Piana also said she has heard from the black community and Detroiters about bad experiences coming into Ferndale, and was “heartbroken” to hear it. While she said she can’t change the past, she promised to use her power as mayor to change where Ferndale is going.

On the topic of police reform, Piana highlighted the Police Department’s adoption of former President Barack Obama’s 21st Century Policing and its pillars. She said they’ve been working to put these reforms in place, referring to them as a “continuum.”

“It is a work in progress,” she said. “There is no ‘there, there’ with the process, that one day I’m not gonna say, ‘It’s all done. We can applaud ourselves and walk home.’ That ain’t gonna happen.”

At the end of the speeches, Newman addressed the crowd with a speech hoping that those in attendance would be an ally all of the time and not just because it’s a trend. She also called for people to vote corrupt politicians out of office to get the justice they deserve.

“Especially the person who is supposed to be the President of the United States,” she told the Talk. “He is encouraging white supremacists to act upon malicious thoughts and feelings and not holding anyone accountable, and it’s time for this to end. We can’t handle another four years of what we’re going through, because the last week has felt like a decade.”
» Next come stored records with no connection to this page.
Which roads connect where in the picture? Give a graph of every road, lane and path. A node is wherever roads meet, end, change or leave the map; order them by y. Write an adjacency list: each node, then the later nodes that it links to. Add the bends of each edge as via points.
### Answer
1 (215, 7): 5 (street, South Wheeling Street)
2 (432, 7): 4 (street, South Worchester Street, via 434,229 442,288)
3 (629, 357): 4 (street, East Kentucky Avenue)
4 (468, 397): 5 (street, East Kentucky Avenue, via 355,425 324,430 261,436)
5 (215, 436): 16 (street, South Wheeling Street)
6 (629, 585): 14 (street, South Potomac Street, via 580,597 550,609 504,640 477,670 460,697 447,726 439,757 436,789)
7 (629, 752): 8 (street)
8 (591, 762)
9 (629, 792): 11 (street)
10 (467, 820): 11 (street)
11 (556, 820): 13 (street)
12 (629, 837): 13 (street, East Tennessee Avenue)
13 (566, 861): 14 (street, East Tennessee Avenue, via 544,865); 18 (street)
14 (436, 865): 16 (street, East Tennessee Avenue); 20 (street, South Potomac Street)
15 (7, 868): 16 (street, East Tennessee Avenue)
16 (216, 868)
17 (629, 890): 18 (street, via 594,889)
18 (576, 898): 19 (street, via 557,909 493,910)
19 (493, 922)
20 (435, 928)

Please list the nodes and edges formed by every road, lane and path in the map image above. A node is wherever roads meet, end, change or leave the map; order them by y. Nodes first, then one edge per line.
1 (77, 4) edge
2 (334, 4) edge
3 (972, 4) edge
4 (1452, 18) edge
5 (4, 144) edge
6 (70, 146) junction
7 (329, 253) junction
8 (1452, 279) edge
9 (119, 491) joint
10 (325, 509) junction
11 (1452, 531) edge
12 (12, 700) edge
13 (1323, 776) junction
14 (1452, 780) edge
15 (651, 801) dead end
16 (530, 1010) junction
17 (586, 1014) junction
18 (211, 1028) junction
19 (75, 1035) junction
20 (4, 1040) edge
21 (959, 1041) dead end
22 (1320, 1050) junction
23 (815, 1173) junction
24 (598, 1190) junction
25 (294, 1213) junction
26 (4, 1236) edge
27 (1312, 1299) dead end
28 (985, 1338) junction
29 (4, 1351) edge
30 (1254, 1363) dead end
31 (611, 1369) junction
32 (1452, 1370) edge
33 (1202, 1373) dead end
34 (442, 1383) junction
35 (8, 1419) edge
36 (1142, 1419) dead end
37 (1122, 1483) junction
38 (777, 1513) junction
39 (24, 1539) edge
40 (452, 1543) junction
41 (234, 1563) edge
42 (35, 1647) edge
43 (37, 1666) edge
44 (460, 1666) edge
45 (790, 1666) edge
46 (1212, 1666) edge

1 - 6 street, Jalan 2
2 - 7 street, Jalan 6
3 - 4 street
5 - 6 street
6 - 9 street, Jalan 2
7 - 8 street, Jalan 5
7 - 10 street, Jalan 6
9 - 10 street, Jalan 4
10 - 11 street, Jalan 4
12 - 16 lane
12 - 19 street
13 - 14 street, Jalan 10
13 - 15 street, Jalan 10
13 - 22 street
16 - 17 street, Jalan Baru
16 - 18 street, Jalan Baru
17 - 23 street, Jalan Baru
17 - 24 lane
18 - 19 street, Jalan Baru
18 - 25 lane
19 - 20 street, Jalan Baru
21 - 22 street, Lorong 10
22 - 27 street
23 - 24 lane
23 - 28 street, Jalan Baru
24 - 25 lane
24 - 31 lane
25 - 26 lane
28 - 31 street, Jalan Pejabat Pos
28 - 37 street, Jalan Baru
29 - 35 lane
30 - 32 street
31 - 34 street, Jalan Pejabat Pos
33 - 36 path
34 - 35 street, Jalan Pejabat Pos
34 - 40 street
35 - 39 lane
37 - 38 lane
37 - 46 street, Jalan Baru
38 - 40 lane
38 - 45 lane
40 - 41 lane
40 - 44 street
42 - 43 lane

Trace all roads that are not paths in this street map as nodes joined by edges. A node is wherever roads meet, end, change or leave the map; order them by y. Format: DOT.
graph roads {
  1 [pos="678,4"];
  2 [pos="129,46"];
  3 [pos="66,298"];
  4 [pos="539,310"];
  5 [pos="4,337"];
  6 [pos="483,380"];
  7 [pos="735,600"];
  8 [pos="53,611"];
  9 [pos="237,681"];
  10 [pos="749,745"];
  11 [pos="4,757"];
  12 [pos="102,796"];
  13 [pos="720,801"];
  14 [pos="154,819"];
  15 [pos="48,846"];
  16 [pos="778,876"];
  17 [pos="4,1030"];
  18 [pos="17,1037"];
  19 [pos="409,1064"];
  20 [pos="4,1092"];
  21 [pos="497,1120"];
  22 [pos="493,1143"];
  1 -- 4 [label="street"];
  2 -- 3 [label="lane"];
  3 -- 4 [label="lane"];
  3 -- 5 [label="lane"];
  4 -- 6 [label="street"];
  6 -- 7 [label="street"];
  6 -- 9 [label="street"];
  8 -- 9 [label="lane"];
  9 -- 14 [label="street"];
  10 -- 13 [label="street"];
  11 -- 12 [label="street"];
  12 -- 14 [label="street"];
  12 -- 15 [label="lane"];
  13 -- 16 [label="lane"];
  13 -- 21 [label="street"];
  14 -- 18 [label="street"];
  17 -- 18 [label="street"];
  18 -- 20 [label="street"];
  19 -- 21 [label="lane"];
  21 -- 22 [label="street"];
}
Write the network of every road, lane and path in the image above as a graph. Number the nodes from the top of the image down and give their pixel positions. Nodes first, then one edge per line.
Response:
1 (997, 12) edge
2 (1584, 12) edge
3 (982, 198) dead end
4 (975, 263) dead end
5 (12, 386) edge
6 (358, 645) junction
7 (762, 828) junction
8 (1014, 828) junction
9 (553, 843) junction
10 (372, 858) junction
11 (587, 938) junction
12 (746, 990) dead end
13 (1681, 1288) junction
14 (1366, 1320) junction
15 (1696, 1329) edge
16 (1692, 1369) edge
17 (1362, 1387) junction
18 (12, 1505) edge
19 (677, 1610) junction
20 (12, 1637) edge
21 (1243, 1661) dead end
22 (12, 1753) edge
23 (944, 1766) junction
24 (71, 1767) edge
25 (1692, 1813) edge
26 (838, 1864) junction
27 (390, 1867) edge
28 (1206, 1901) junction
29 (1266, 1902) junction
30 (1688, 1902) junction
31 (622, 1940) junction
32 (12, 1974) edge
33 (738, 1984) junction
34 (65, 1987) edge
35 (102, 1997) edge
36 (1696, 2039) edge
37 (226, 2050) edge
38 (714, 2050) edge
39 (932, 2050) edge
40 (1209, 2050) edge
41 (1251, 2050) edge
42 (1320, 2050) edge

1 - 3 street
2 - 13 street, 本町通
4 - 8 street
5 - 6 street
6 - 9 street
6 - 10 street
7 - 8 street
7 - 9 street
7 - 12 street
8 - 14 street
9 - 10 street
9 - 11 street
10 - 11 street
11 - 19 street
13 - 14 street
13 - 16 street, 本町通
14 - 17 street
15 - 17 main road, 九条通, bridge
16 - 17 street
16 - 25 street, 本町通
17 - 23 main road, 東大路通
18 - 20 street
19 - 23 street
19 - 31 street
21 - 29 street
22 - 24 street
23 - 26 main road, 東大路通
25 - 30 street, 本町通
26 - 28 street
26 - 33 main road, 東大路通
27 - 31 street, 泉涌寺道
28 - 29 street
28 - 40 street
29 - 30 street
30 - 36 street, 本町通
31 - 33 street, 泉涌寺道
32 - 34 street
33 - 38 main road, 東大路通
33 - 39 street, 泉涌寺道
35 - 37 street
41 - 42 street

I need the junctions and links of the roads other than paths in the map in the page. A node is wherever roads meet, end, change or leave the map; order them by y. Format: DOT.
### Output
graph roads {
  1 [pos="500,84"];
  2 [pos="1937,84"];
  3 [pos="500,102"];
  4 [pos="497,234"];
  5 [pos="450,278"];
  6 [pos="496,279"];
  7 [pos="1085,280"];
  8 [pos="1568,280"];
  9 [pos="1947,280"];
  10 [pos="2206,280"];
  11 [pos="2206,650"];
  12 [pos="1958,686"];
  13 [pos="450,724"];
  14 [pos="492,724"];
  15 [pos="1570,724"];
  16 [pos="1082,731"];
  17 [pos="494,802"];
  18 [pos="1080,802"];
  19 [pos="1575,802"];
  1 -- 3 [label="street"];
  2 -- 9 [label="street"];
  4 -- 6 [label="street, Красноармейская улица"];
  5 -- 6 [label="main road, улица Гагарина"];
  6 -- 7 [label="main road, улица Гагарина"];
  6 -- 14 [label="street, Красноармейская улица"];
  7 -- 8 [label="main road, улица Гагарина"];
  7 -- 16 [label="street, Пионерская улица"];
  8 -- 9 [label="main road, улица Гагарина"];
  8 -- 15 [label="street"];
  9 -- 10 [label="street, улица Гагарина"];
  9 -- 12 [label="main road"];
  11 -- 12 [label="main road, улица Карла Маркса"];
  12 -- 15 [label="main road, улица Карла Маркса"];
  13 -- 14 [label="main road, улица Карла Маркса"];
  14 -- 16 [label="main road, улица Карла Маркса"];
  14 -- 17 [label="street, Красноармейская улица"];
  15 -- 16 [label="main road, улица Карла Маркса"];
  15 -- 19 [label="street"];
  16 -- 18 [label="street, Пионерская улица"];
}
Newman also wants people to take a step to educate themselves on the hardships black Americans go through every day and to get involved in politics as much as they can.

“Obviously, politics aren’t everyone’s thing, but if you don’t know who your current policymakers are and what the laws are and what you can and cannot do, then you’re gonna be blindsided and not be able to stand up for yourself or for your fellow humans, and stand up for what’s right.”